Despite some moments of angst and doubt early in the season, the Chicago Cubs sit 2.5 games ahead of the Milwaukee Brewers for the NL Central lead heading into the All-Star break. Their 55-38 record is also the best in the National League through the first half of the year.
The fact that they’ve achieved this without getting top production from Anthony Rizzo and Kris Bryant has been nothing short of remarkable. What’s even more impressive is that the Cubs’ first-half success has come from a talented but unlikely source.
Javier Baez’s full arsenal has been on display through 91 games, earning him his first trip to the MLB All-Star Game. While his highlight reel of dynamic plays gets plenty of coverage, he deserves more praise for his consistency and elite production.
Baez arguably has been the Cubs most consistent player in all facets, whether it’s on defense, at the plate or on the base paths. So when his name comes up as an NL MVP candidate, it certainly makes sense.
Of course, Baez will have to keep this pace up to earn the award. Baseball always has been a very humbling game. Just when you’re riding high, the game quickly grounds you with a slump or injury.
There’s no doubt that Baez will be a finalist come November if he continues playing down the stretch at this torrid pace.
He’s always had an elite glove, but his career at the plate has been inconsistent at best. While Cubs fans expect a slugger like Baez to have many more strikeouts than walks, they at least hoped he could avoid long slumps and have more dominant stretches at the plate.

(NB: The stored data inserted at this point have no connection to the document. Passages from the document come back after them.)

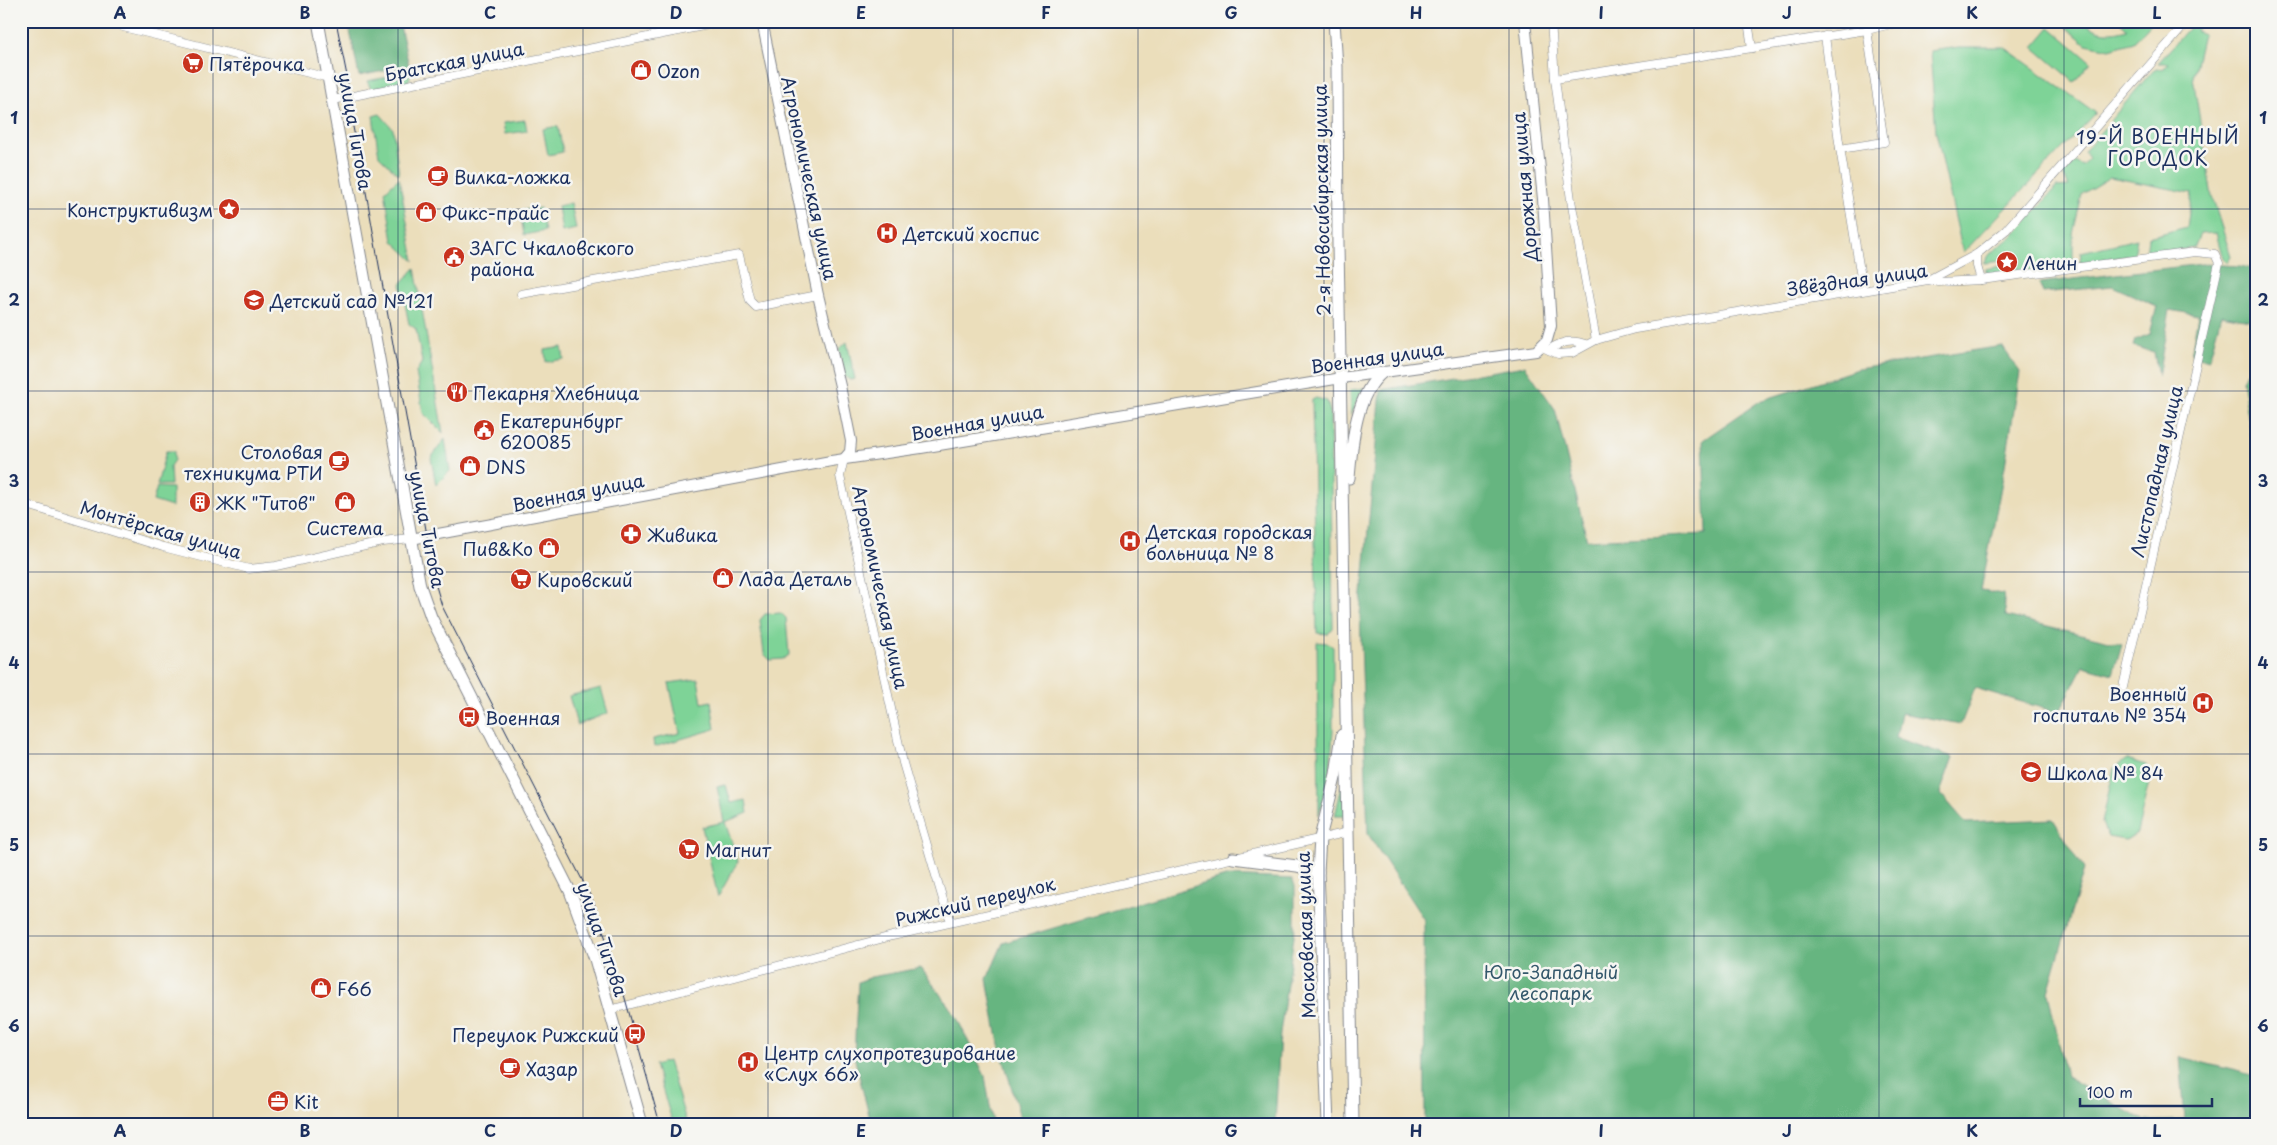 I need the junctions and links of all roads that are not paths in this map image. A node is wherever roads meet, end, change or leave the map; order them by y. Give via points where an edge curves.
1 (318, 21) edge
2 (728, 21) edge
3 (762, 21) edge
4 (1334, 21) edge
5 (1525, 21) edge
6 (1552, 21) edge
7 (1748, 21) edge
8 (1904, 21) edge
9 (2188, 21) edge
10 (123, 27) dead end
11 (1867, 30) junction
12 (1825, 36) junction
13 (1752, 48) junction
14 (329, 78) junction
15 (1555, 79) junction
16 (333, 100) junction
17 (1840, 149) junction
18 (1977, 254) junction
19 (2219, 263) joint
20 (1928, 280) junction
21 (1981, 280) junction
22 (1863, 290) junction
23 (522, 294) dead end
24 (818, 296) junction
25 (1596, 340) junction
26 (1569, 342) joint
27 (1585, 344) junction
28 (1546, 349) junction
29 (1572, 353) joint
30 (1383, 372) junction
31 (1341, 378) junction
32 (844, 459) junction
33 (1343, 494) junction
34 (21, 504) edge
35 (411, 539) junction
36 (2123, 687) dead end
37 (1346, 688) junction
38 (1349, 832) junction
39 (1320, 838) junction
40 (1233, 858) junction
41 (1318, 872) junction
42 (952, 922) junction
43 (609, 1010) junction
44 (642, 1124) edge
45 (1328, 1124) edge
46 (1353, 1124) edge

1 - 14 main road, улица Титова
2 - 16 street, Братская улица
3 - 24 street, Агрономическая улица
4 - 31 main road, 2-я Новосибирская улица
5 - 28 street, Дорожная улица via 1543,199 1551,326
6 - 15 street
7 - 13 street
8 - 11 street
9 - 18 street via 2006,230
10 - 14 street
11 - 12 street
11 - 17 street via 1884,142
12 - 13 street
12 - 17 street
13 - 15 street
14 - 16 main road, улица Титова
15 - 25 street via 1571,200
16 - 35 main road, улица Титова
17 - 22 street
18 - 20 street
18 - 21 street
19 - 21 street, Звёздная улица via 2215,254 2195,252
19 - 36 street, Листопадная улица
20 - 21 street, Звёздная улица
20 - 22 street, Звёздная улица
22 - 25 street, Звёздная улица via 1635,329
23 - 24 street via 739,255 750,301 756,307
24 - 32 street, Агрономическая улица via 851,441 850,452
25 - 27 street, Звёздная улица
26 - 27 street, Звёздная улица
26 - 28 street, Военная улица
27 - 29 street, Звёздная улица
28 - 29 street, Военная улица via 1558,354
28 - 30 street, Военная улица
30 - 31 street, Военная улица
30 - 33 main road via 1370,385 1354,430 1348,482
31 - 32 street, Военная улица
31 - 33 main road, Московская улица
32 - 35 street, Военная улица
32 - 42 street, Агрономическая улица via 840,476 893,720
33 - 37 main road, Московская улица
34 - 35 street, Монтёрская улица via 249,569
35 - 43 main road, улица Титова via 426,605 570,891
37 - 38 main road, Московская улица
37 - 39 main road, Московская улица via 1336,774
38 - 39 street, Рижский переулок
38 - 46 main road, Московская улица
39 - 40 street, Рижский переулок
39 - 41 main road, Московская улица
40 - 41 main road via 1297,866
40 - 42 street, Рижский переулок
41 - 45 main road, Московская улица
42 - 43 street, Рижский переулок
43 - 44 main road, улица Титова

This season, they’re getting their wish.
Baez has been laser-focused at the plate and has yet to experience a crippling stretch. Even though he’s on pace for a career-high in strikeouts, it hasn’t affected his offensive output at all.
Baez currently is on a career-high pace in all major hitting categories. Along with a solid .292 batting average and .326 OBP, his .566 slugging percentage ranks fourth best in the NL and eighth best in the majors. His 19 home runs are already four off his single-season best, and his 72 RBI lead the National League and are the second most in the majors.
During our midseason review on the latest Curses and Champions podcast, we discussed how Baez’s awareness and high baseball IQ have been showcased throughout the first three months of the year.
Sure, those swipe tags and home-plate steals are aggressive, but “Javy being Javy” isn’t just luck. When he’s locked in, he processes everything faster than an average ball player.
One area where that elite awareness has been prevalent is on the base paths. It’s helped him notch 25 doubles and three triples so far this season, which are both already career highs. He also has a career-best 18 stolen bases to this point.
Combined with his home run total, he’s on pace for a 30-30 season. And no one would’ve predicted that before the year started.
What makes his first-half performance MVP-caliber is that it’s all come when the Cubs have needed it most.
Aside from a hot month of May, Rizzo has had two massive slumps this season. Through April, he slashed a horrific .149/.259/.189. During a cold stretch from June 18-July 11, he slashed.211/.302/.289 through 20 games.
Bryant, who spent nearly three weeks on the DL, hasn’t shown his patented power to this point of the season. While his .280 batting average and .384 OBP are more than respectable, his 10 home runs put him on a pace to finish with the lowest season total of his career.
The Cubs count on Bryant and Rizzo to be the RBI catalysts in their lineup. But instead of it crippling the team, Baez has been able to pick up the majority of the slack. He didn’t just keep the Cubs afloat with their two best players slumping. He kept them near the top of the NL.
You expect both Rizzo and Bryant to come out of their funks, and their performances over the last week indicate that something could be brewing after the All-Star break (Rizzo 6-12 in his last three games, Bryant has hits in all four games since returning from the DL).
The Cubs have always been a strong second-half team under Joe Maddon. But if Baez sustains his high-caliber production as both guys rebound, then the team will likely match or exceed their usual second-half pace.
And if Baez does continue to be a major catalyst, the MVP talk will continue to grow louder.